Some 10 miles off, I start a shallow dive and the aircraft gains speed. I cut the throttle and bitching Betty starts screaming at my altitude being below 5,000 feet. I have to keep my dive as shallow as possible, the ceiling is relatively low and the risk of crashing is high.

With the guns selected, I start scanning the sea around waypoint 6, which now has become a target point. All the symbology clutters my view of the Iranian ship and I have to watch through the side of the HUD to visually acquire the damn thing.

In probably the worst strafe in the history of the US Navy, I hit the Iranian ship with a few rounds out of the many I shot. Yes, shallow angles mean less precise aiming. Nonetheless, I was supposed to stun the Iranian crew. Not sure if I did it with the gun or the airmanship. That marks the start of the operation. I mic the codeword for go and two US Navy helicopters descend from the clouds. A team of Seals moves into the Iranian vessel all guns blazing. They mark the ship with two red flares and red smoke, just to keep me away for the time being.

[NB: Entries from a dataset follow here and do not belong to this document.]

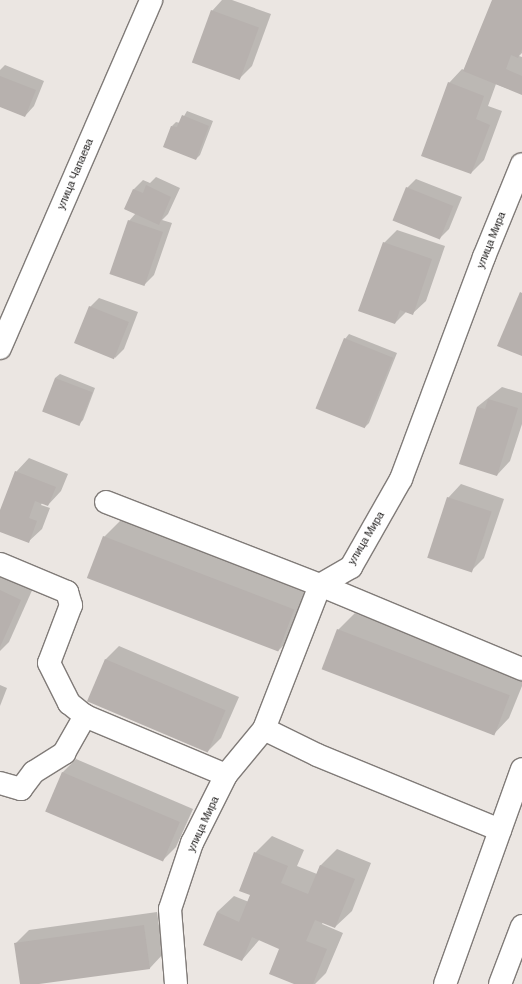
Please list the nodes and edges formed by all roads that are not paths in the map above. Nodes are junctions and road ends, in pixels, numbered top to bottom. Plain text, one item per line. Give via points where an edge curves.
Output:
1 (151, 0) edge
2 (522, 164) edge
3 (0, 348) edge
4 (106, 502) dead end
5 (0, 564) edge
6 (320, 585) junction
7 (522, 669) edge
8 (84, 716) junction
9 (264, 729) junction
10 (522, 769) edge
11 (226, 775) junction
12 (0, 783) edge
13 (500, 830) junction
14 (522, 926) edge
15 (176, 984) edge
16 (445, 984) edge
17 (500, 984) edge

1 - 3 street, улица Чапаева
2 - 6 street, улица Мира via 484,257 401,480 351,567
4 - 6 street
5 - 8 street via 67,592 71,605 49,663 69,703
6 - 7 street
6 - 9 street, улица Мира
8 - 11 street
8 - 12 street via 64,753 34,772 21,789
9 - 11 street, улица Мира
9 - 13 street via 317,755
10 - 13 street
11 - 15 street, улица Мира via 192,843 170,909
13 - 16 street
14 - 17 street

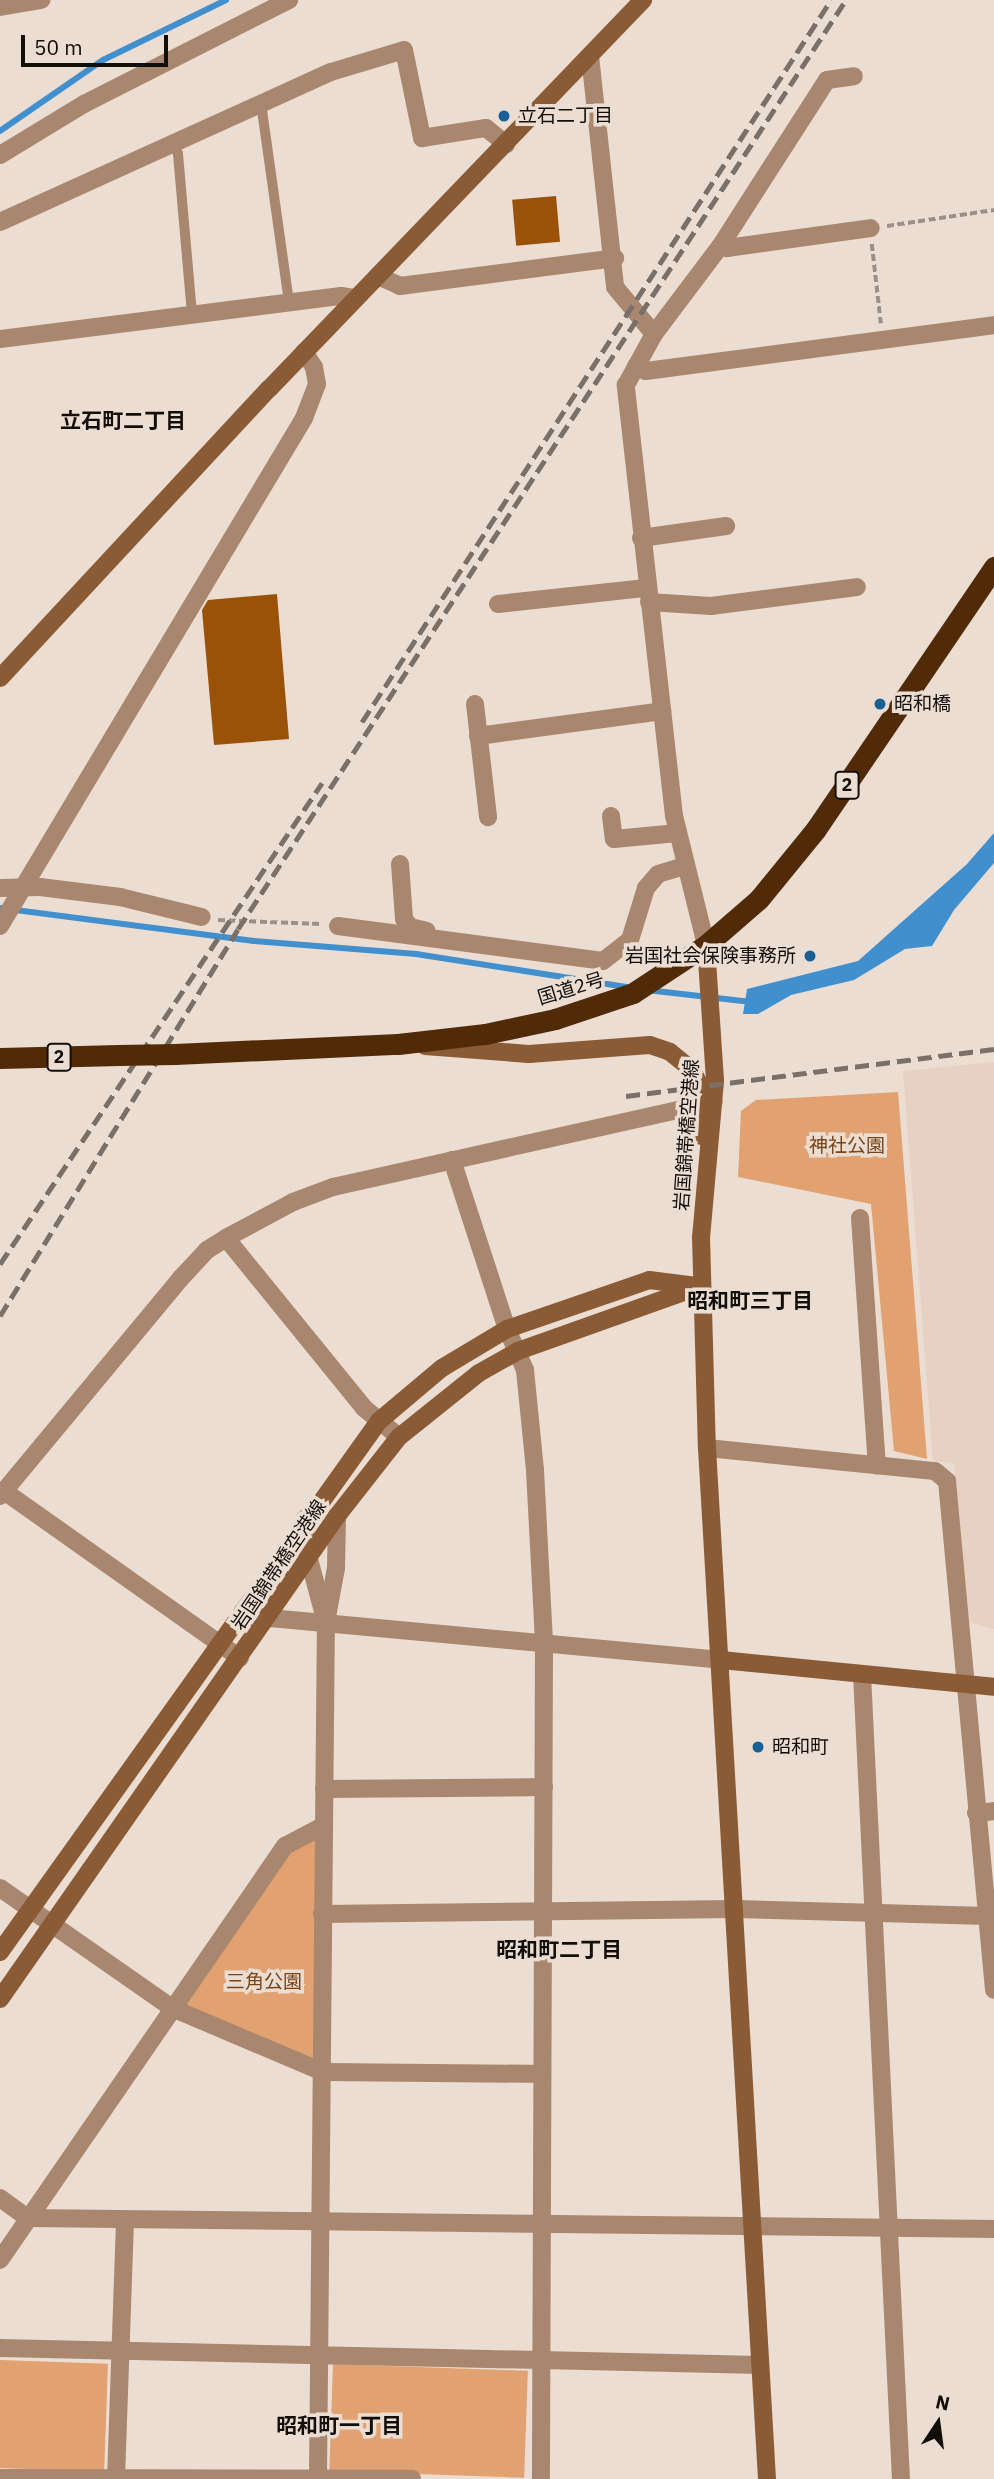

I circle the vessel at low altitude and wait until the Seals gain control of the ship and they videotape the evidence found in it. For a good six minutes, I check and recheck my engine, the Maverick missiles and the fuel.

The Seals start to pull out from the ship using rubber boats. To mark their exit, they mark the ship with green flares and green smoke. I just have to wait a few minutes for them to be out of range from my missiles.

I lock the ship with my Maverick missiles in ship mode. Is like shooting fish in a barrel, with the obvious aggravation of flying at high speed at the target.

Two AGM-65Fs shot in quick succession impact the ship in the middle, shake it and twist it to a point where you can see it flexing its structure. There must have been some secondary explosions, I suppose.

The ship succumbs to its wounds in a few minutes. Many crew members have already bailed into life boats, others just jump out of the sinking ship and swim frantically. It is time for me to get back to my carrier.

The generous provision of fuel in external tanks turned out not to be necessary, so I punch out the two of them into the sea below. I also, had to dump quite a lot of fuel just to achieve a safe weight for the carrier trap.

The approach to the Stennis is short and incident-less. All checks performed, I slow down to accomodate my bird into the right airspeed and altitude. Once I nail the correct angle of attack, the usual throttle work follows. I then realize that my communications with the Seal team are intently cut. This is something planned and I was briefed about but forgot. It feels odd not to be part of the team anymore ...

I hit the first cable. Paddles looks at me like he has seen a murder being commited. I will hear from him, I'm sure.